There are many organizations that have seen a significant spike in their electronic data in recent years. For example, through a federal government incentive program that encourages medical facilities to adopt electronic health records, hospitals and physician offices have moved from paper-based systems to digitized medical records. Additionally, in recent year’s medical images such as X-rays, CT scans and MRIs are being stored in an electronic format. During the past five years hospitals and physician offices are managing larger quantities of electronic data, which translates to greater storage and server needs and more bandwidth. As integrators advise customers on cloud or on-premise solutions they’ll have to understand their big data growth patterns.

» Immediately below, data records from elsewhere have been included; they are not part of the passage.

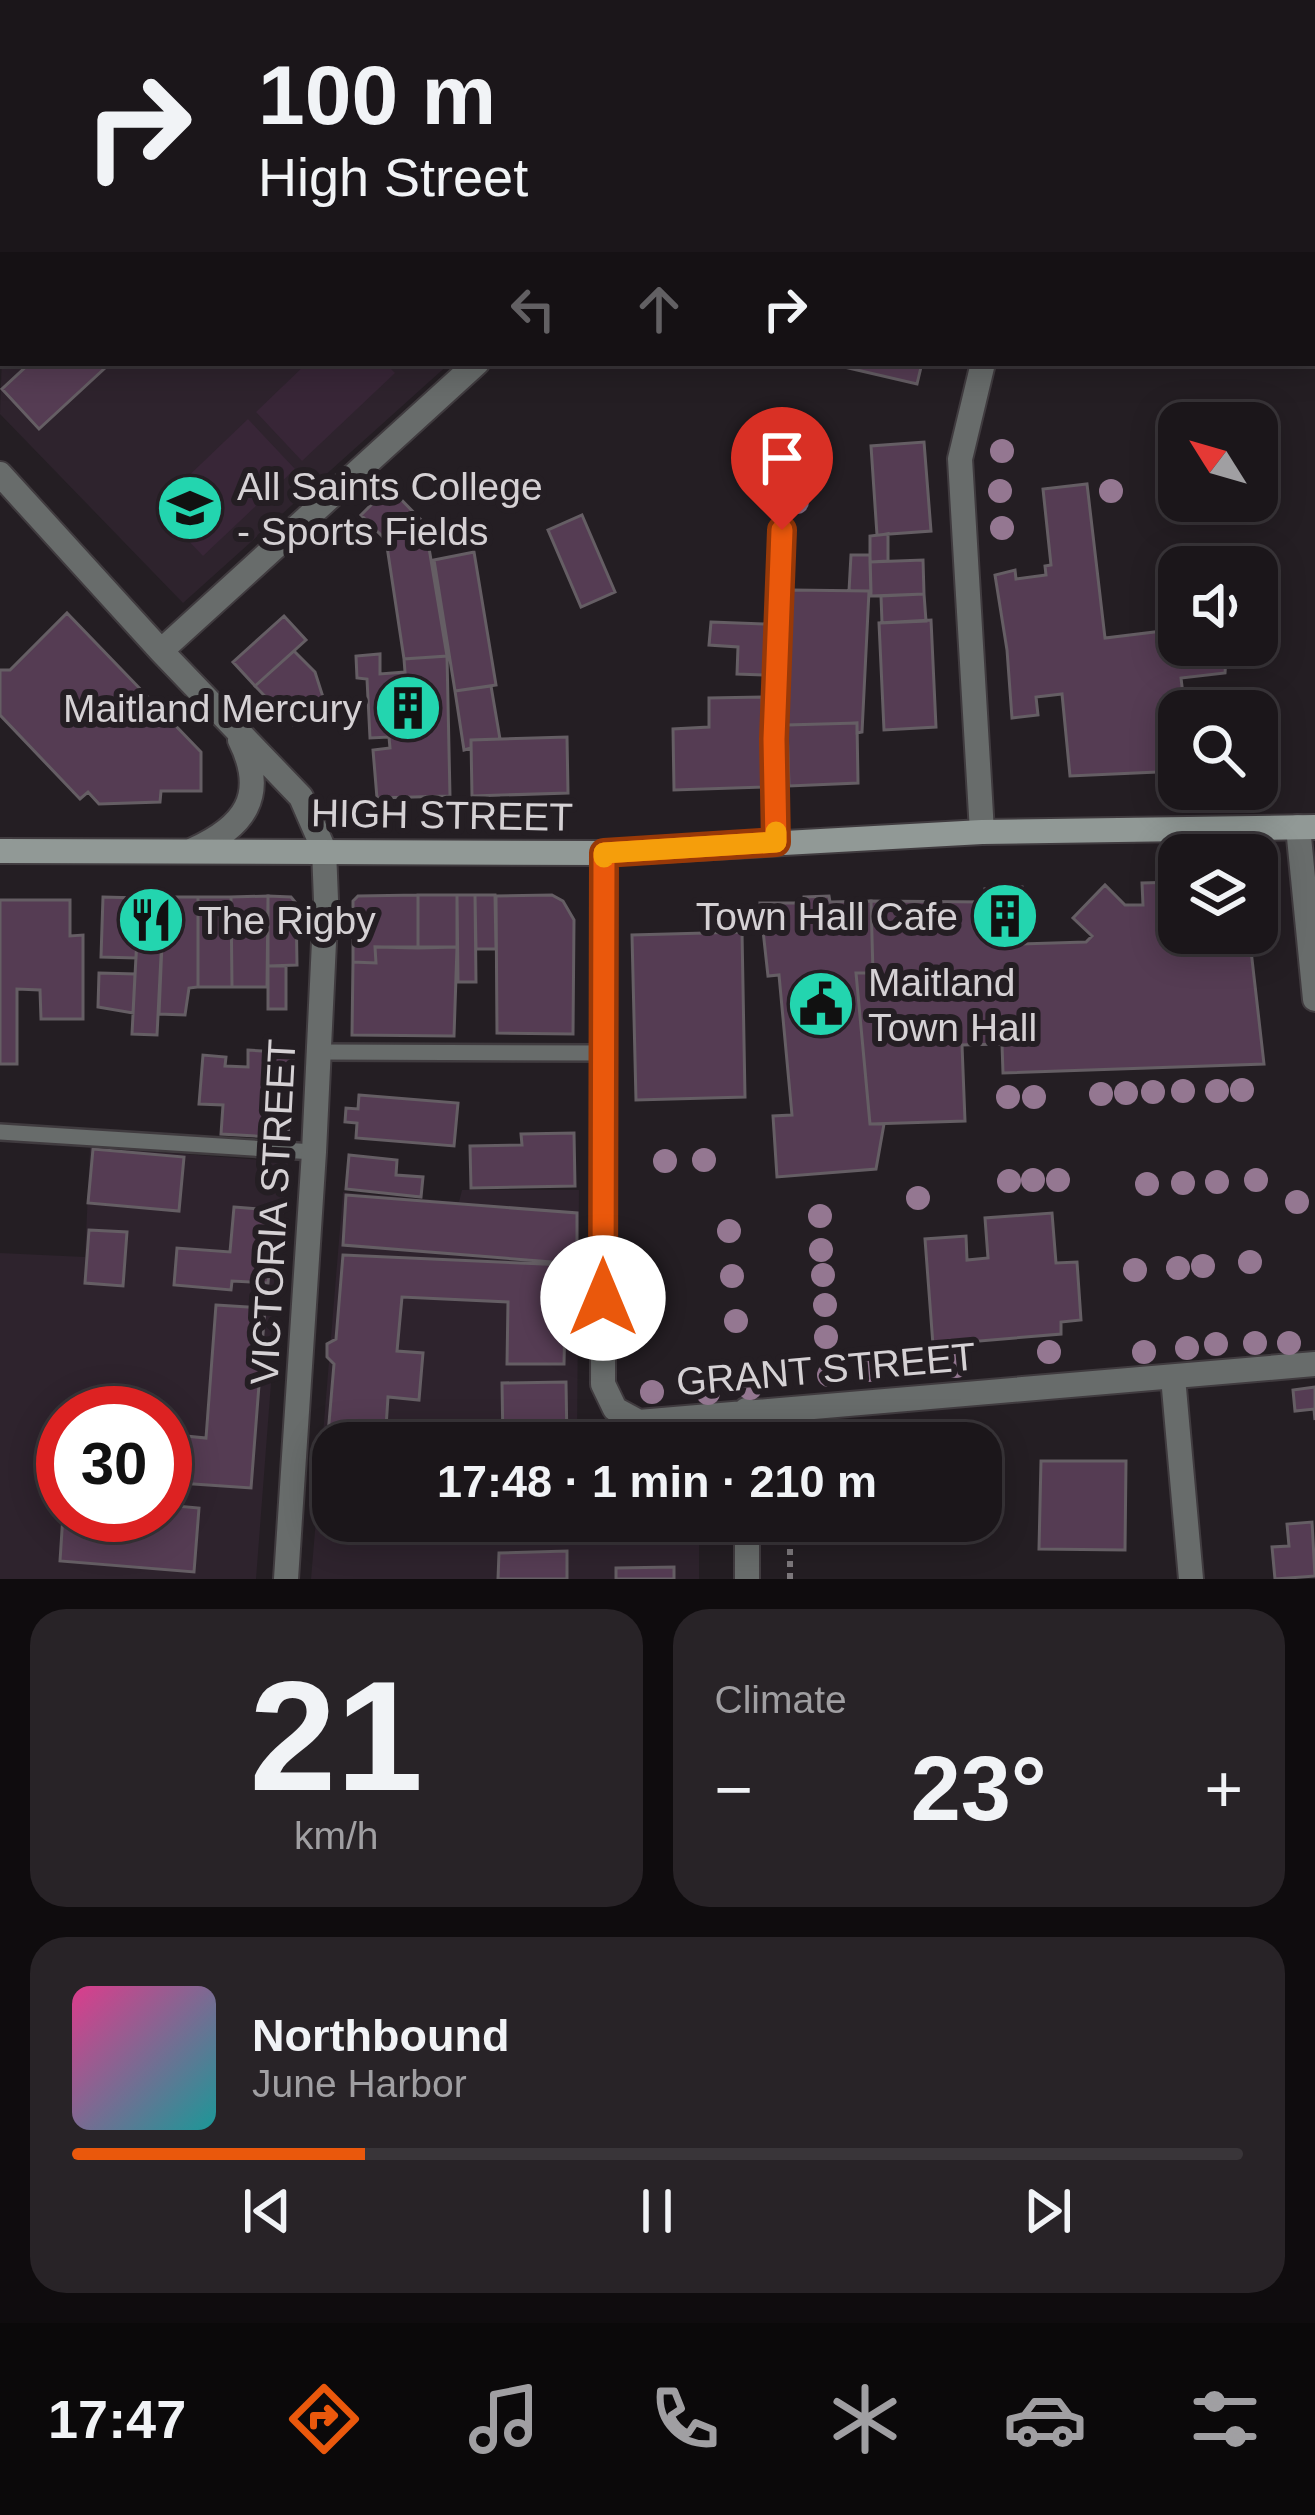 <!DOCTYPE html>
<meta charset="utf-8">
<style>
body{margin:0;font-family:Arial,sans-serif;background:#282327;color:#f1f3f6;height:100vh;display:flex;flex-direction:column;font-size:45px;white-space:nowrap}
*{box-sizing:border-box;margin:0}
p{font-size:39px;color:#a09fa2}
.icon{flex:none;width:66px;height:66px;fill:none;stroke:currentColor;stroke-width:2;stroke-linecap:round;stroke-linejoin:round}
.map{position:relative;height:1579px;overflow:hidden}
.side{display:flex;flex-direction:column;gap:30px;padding:30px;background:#0f0c0e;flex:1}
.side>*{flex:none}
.hud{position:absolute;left:0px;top:0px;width:1317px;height:366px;box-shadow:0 6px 30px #0003,0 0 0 3px #393539;background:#1b161a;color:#f1f3f6;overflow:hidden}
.needle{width:78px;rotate:307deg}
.controls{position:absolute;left:1158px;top:402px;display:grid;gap:24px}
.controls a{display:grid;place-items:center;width:120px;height:120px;border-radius:24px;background:#1b161a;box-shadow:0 6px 30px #0003,0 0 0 3px #393539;font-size:60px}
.speed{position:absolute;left:36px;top:1386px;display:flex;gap:24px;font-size:60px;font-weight:700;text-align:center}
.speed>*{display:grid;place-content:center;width:156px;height:156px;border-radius:50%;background:#1b161a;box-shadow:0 6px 30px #0003,0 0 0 3px #393539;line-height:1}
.speed .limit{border:18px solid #d22;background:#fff;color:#111}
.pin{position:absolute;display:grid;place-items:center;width:102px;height:102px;color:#fff;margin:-123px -51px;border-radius:50% 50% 50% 0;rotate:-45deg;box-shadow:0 0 12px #0007}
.pin .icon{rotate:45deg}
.me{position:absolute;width:132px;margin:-66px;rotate:0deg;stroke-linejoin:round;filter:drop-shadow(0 0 9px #0008)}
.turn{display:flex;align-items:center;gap:42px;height:252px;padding:0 60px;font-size:54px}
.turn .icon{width:156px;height:156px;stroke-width:2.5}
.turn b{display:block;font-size:84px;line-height:102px}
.lanes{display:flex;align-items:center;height:114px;padding:0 60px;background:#0003;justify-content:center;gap:60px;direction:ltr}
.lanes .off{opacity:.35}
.big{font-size:90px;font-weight:700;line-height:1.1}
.side .tile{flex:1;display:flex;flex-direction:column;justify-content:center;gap:18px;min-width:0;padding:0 42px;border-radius:36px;background:#282327}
.side .dial{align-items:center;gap:0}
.dial b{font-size:156px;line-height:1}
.song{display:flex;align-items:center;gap:36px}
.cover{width:144px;height:144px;border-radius:18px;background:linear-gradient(135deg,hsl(330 70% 55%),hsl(180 70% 35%))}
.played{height:12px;border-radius:6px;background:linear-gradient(90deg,#ea580c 25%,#393539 25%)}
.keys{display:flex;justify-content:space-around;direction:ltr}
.heat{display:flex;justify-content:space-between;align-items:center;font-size:66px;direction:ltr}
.side .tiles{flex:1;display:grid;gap:30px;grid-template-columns:1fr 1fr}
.tile:last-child{grid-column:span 2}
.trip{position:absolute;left:312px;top:1422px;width:690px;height:120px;border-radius:36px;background:#1b161a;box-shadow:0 6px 30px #0003,0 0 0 3px #393539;font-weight:700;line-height:120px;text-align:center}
.menu{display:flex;height:192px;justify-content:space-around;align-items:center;background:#0b090a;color:#a09fa2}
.menu .icon{width:84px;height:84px}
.menu .on{color:#ea580c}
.menu b{font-size:54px;color:#f1f3f6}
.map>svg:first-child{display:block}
.built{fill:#2e232d;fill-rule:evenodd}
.green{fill:#382637}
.building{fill:#553c53;stroke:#655e64;stroke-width:3}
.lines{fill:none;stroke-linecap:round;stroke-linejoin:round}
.service-casing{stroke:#403b3f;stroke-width:20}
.minor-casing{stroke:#403b3f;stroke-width:28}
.secondary-casing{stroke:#403b3f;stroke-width:28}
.path{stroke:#7d787c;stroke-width:6;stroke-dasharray:6 6;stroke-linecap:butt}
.service{stroke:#686c6b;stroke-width:15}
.minor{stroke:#686c6b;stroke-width:24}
.secondary{stroke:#919996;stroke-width:24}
.tree{fill:#947791}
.route-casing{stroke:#983908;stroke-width:30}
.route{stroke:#ea580c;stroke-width:21}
.slow{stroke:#f59e0b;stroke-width:21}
.labels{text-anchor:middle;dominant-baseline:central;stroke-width:12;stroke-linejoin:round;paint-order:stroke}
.poi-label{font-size:39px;fill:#d5d1d4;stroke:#241e23;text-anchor:start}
.street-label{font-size:39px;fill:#d5d1d4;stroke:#241e23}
</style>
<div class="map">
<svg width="1315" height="1579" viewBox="0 0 1315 1579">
<rect width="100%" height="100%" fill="#241e23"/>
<path class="built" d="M3,324V363H450L183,603L0,414Z
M90,1147L288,1162L256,1579H0V1253L85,1257ZM63,1413H165V1515H63Z
M462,1190H579L577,1443H333V1521H699V1579H311L343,1192L459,1202Z"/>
<path class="green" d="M307,363H385L395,373L302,461L256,412Z
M248,419L295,469L203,556L156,507Z"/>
<path class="building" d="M30,363H100L105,368L39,429L2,389Z
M827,363H922L917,384Z
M924,442L931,531L877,535L871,446Z
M1087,484L1105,638L1179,629V645H1227L1225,673L1181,678L1184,703L1201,702L1202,711H1179V771L1070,776L1062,694L1036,697L1038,715L1012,718L1007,650L995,575L1015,570L1016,579L1046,575L1045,566L1051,565L1043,489Z
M389,487L425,524L386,540L361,515Z
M582,515L615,592L581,607L548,530Z
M425,524L447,656L404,659L386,540Z
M888,534V561L870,562V536Z
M474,552L496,685L455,691L434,560Z
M851,555H870L871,591H849Z
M923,560L924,594L871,596L870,562Z
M792,590L869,591L862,732L857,733V723L787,725Z
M924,594L926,621L882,623L881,596Z
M67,613L201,752V791H161L160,802L99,804L88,792L80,799L0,715V670H10Z
M284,616L306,640L255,686L233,662Z
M931,620L936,727L884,730L879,623Z
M711,622L767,624L764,675L737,674L738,647L709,645Z
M294,651L315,672L323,697L293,725L255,686Z
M380,654V674L405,672L404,659L447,656L450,796L377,798L373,750L390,748L389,737L370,738L367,679L357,678L356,656Z
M491,686L500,739L471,740V748L464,750L455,691Z
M762,697L764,787L674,790L673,729L709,727V698Z
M857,723L858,783L789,786L787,725Z
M567,737L568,793L472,796L471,740Z
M1179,882V933H1249L1264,1064L1003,1073L1002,1044L962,1045L965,1121L870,1124L856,973H873L871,901L985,902L987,932L1020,930L1021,944L1086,942L1092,936L1073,918L1105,885L1125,905H1143L1142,883Z
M1022,887L1024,930L987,932L985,889Z
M418,895H457V947L418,948Z
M418,895V948L375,947L376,963L353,962V901L358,896Z
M457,895H475L476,982H458Z
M475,895H495L496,949H476Z
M552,895L563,901L574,920L573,1034L497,1033L496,896Z
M268,896L291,897L296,903L297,965L268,966Z
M268,896L267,987H232L231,897Z
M829,896L830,902L871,901L873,973H856L870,1124H884L876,1169L777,1177L773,1116L792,1115L779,975L768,976L760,903H804V897Z
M103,897L139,898L136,958L101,957Z
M164,897H198V987L189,988L185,1015L159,1014Z
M164,897L157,1035L132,1034L139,898Z
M198,897H231L232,987H198Z
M0,900H70V936L83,935V1019H41L40,990L17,989V1064H0Z
M742,932L745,1097L636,1100L632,935Z
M742,932L745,1097L636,1100L632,935Z
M375,947H457L454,1036L352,1035L353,962L376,963Z
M268,966H286V1009H268Z
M99,973L135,974L133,1013L98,1007Z
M248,1050L294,1053L288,1138L221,1134L223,1105L199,1104L203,1055L226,1057L225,1066L248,1067Z
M359,1095L458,1103L454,1146L356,1138L357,1123L345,1122L346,1108L358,1109Z
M574,1133L575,1186L471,1188L470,1146L522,1145L521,1134Z
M93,1149L184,1157L179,1211L88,1203Z
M349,1155L397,1160L396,1175L423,1177L421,1197L346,1189Z
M346,1195L577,1213V1264L343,1245Z
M234,1207L274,1210L268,1283L232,1281L231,1290L174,1285L177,1248L230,1252Z
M1052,1213L1056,1263L1077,1262L1081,1320L1061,1322V1334L933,1345L925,1239L966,1236L967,1260L988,1258L985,1218Z
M89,1230L127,1232L123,1286L85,1283Z
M343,1255L566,1265V1304H576V1317L565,1318L564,1364H507L508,1302L402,1297L397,1351L423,1353L419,1400L388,1397L385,1443H333V1459L326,1458L334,1364L327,1357V1344L336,1339Z
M216,1305L265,1308L251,1488L165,1482V1434L206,1438Z
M566,1382L567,1443H503L502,1383Z
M1315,1387V1420L1314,1409L1295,1411L1293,1390Z
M1041,1461H1126L1125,1550L1039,1549Z
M165,1505L199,1508L194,1572L60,1561L63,1515H165Z
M1312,1522L1315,1576L1275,1579L1272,1547L1289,1546L1287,1524Z
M567,1551V1579H498L499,1553Z
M674,1567V1579H616V1568Z"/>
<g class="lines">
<defs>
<path id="service" d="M1314,100H1315
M776,842L774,739L781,529
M319,1052L604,1053
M0,1132L314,1152"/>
<path id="minor" d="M969,0L972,3
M870,3L874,0
M0,474L161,651L301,797L324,850L326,900L314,1152L286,1579
M161,651L477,363
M1298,827L1315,999
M982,832L960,459L983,363
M193,850C244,827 268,796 240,740
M604,853L603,1384L615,1409L639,1422L1315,1364
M1173,1377L1191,1579
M746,1410V1443
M747,1521V1579"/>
<path id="secondary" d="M0,851L604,853L982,832L1315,827"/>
</defs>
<use href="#service" class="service-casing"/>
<use href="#minor" class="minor-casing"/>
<use href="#secondary" class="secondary-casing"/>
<path class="path" d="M1285,0L1288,3
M1088,3L1092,0
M1314,17H1315
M790,1579V1521"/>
<use href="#service" class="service"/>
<use href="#minor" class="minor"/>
<use href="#secondary" class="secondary"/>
</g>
<g class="tree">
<circle cx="1002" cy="451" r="12"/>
<circle cx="1000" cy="491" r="12"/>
<circle cx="1111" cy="491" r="12"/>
<circle cx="797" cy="502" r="12"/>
<circle cx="1002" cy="528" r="12"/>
<circle cx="1242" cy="1090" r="12"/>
<circle cx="1183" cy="1091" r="12"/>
<circle cx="1217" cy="1091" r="12"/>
<circle cx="1153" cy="1092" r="12"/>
<circle cx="1126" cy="1093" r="12"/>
<circle cx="1101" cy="1094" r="12"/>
<circle cx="1008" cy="1097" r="12"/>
<circle cx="1034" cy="1097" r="12"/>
<circle cx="704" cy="1160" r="12"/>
<circle cx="665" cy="1161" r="12"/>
<circle cx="1033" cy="1180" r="12"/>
<circle cx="1058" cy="1180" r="12"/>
<circle cx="1256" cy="1180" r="12"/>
<circle cx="1009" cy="1181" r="12"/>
<circle cx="1217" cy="1182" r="12"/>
<circle cx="1183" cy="1183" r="12"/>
<circle cx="1147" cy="1184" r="12"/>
<circle cx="918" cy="1198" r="12"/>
<circle cx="1297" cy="1202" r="12"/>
<circle cx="820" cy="1216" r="12"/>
<circle cx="729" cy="1231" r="12"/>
<circle cx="821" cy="1250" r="12"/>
<circle cx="1250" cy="1262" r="12"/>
<circle cx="1203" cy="1266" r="12"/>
<circle cx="1178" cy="1268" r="12"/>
<circle cx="1135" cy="1270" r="12"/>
<circle cx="823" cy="1275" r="12"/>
<circle cx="732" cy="1276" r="12"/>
<circle cx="640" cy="1290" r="12"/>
<circle cx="825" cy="1305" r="12"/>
<circle cx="736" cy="1321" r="12"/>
<circle cx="826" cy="1337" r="12"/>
<circle cx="1255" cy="1343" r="12"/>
<circle cx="1289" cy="1343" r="12"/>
<circle cx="1216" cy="1344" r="12"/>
<circle cx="1187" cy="1348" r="12"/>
<circle cx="1049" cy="1352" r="12"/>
<circle cx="1144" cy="1352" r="12"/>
<circle cx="956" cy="1366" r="12"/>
<circle cx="869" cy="1370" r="12"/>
<circle cx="829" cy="1375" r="12"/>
<circle cx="750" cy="1388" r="12"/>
<circle cx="652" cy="1392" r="12"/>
<circle cx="708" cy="1393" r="12"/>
</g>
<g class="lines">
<defs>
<path id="route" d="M603,1298L604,853L776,842L774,739L782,530"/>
</defs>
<use href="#route" class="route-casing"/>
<use href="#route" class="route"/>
<path class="slow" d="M604,857V853L776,842V832"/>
</g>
<defs>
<symbol id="school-disc" viewBox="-11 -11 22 22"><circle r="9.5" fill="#23d5af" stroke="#241e23"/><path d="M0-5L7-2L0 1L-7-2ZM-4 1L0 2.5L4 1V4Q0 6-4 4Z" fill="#111"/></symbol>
<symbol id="building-disc" viewBox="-11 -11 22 22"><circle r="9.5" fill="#23d5af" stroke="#241e23"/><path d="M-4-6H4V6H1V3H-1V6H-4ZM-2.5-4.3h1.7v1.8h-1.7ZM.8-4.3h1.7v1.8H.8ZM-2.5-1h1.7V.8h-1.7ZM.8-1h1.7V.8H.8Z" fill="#111"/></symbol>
<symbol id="restaurant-disc" viewBox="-11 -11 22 22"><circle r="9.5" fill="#23d5af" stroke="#241e23"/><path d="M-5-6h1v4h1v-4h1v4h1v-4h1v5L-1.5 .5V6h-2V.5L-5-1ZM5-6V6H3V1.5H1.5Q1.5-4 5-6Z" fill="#111"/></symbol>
<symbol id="civic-disc" viewBox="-11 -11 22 22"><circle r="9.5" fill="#23d5af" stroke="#241e23"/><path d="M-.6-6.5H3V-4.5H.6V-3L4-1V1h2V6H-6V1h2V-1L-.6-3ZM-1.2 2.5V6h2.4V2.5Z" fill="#111"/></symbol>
</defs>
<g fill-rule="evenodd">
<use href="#school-disc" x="152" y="470" width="76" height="76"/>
<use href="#building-disc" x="370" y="670" width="76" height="76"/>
<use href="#building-disc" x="967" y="878" width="76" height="76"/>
<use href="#restaurant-disc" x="113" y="882" width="76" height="76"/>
<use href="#civic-disc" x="783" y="966" width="76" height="76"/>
</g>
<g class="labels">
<g class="poi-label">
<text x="237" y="486">All Saints College<tspan x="237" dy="45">- Sports Fields</tspan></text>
<text x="362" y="708" text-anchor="end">Maitland Mercury</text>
<text x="958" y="916" text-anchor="end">Town Hall Cafe</text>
<text x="198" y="920">The Rigby</text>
<text x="868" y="982">Maitland<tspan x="868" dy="45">Town Hall</tspan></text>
</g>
<g class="street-label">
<text transform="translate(442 815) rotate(1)">HIGH STREET</text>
<text transform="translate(273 1212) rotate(-87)">VICTORIA STREET</text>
<text transform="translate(826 1369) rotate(-5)">GRANT STREET</text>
</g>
</g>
</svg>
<div class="controls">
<a><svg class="needle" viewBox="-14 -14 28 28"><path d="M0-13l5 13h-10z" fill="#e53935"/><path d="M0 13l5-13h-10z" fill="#a09fa2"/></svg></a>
<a><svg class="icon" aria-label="sound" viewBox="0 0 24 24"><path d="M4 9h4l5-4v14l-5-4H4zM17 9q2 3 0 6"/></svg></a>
<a><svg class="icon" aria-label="search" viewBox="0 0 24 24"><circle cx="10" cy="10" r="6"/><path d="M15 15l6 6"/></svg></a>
<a><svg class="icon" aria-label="layers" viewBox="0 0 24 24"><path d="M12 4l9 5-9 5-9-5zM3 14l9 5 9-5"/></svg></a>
</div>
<div class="speed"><div class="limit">30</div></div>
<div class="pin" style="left:782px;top:530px;background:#d93025"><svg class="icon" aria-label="arrive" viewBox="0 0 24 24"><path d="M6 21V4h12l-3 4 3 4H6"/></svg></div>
<svg class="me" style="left:603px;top:1298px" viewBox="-20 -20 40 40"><circle r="19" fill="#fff"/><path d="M0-13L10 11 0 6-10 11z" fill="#ea580c"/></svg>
<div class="trip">17:48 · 1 min · 210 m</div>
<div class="hud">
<div class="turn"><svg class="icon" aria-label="right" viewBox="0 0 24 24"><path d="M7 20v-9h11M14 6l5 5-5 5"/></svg><div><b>100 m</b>High Street</div></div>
<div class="lanes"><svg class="icon off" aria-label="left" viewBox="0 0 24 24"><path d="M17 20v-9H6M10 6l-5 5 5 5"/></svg><svg class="icon off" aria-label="ahead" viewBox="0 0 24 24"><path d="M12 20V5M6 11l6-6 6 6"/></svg><svg class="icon" aria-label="right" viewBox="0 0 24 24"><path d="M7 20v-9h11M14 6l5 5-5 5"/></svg></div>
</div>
</div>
<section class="side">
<div class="tiles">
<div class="tile dial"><b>21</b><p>km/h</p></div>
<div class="tile"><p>Climate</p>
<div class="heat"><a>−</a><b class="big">23°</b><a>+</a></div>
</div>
<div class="tile">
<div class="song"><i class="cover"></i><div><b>Northbound</b><p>June Harbor</p></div></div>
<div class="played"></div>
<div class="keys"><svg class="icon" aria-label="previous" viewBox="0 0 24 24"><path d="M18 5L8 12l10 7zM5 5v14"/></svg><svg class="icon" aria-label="pause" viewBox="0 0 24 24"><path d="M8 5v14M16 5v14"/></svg><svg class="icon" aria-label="next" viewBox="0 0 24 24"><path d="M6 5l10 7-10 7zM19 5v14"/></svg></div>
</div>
</div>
</section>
<nav class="menu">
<b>17:47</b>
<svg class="icon on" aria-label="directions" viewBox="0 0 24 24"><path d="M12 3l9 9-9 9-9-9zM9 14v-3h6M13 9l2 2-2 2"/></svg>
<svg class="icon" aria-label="music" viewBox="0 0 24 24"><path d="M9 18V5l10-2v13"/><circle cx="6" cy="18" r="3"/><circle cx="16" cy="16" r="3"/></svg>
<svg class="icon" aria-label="phone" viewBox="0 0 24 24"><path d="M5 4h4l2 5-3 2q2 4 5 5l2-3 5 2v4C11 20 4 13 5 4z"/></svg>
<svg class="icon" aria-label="climate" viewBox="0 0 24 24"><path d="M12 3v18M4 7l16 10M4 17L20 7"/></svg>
<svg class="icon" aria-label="car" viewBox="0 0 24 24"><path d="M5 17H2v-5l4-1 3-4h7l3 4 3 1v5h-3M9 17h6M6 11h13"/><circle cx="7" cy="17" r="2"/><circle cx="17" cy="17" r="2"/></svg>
<svg class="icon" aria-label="filters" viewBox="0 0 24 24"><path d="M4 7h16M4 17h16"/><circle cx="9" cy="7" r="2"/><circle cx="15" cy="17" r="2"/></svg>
</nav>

4. Backup and disaster recovery planning.
Many organizations are mulling over contingency planning in the case of a disaster such as a hurricane or a tornado. Developing a data backup and disaster recovery plan may involve a customer’s preference for having their data backed up at a site in a different location. Business continuity is a growing concern. This being the case, a VPC can offer services that involve data being backed up into the cloud and restored to on-premises hardware in the event of a disaster.
These are a few of the many considerations that VARs will have to consider as they seek to find out which option – a VPC or an on-premise data center – is the better data management model to pitch to a customer. As VARs discuss these two approaches, they’ll find they can help customers gain a greater understanding of the pros and cons of each model, which in turn will help customers make the best decisions that meet their specific business needs.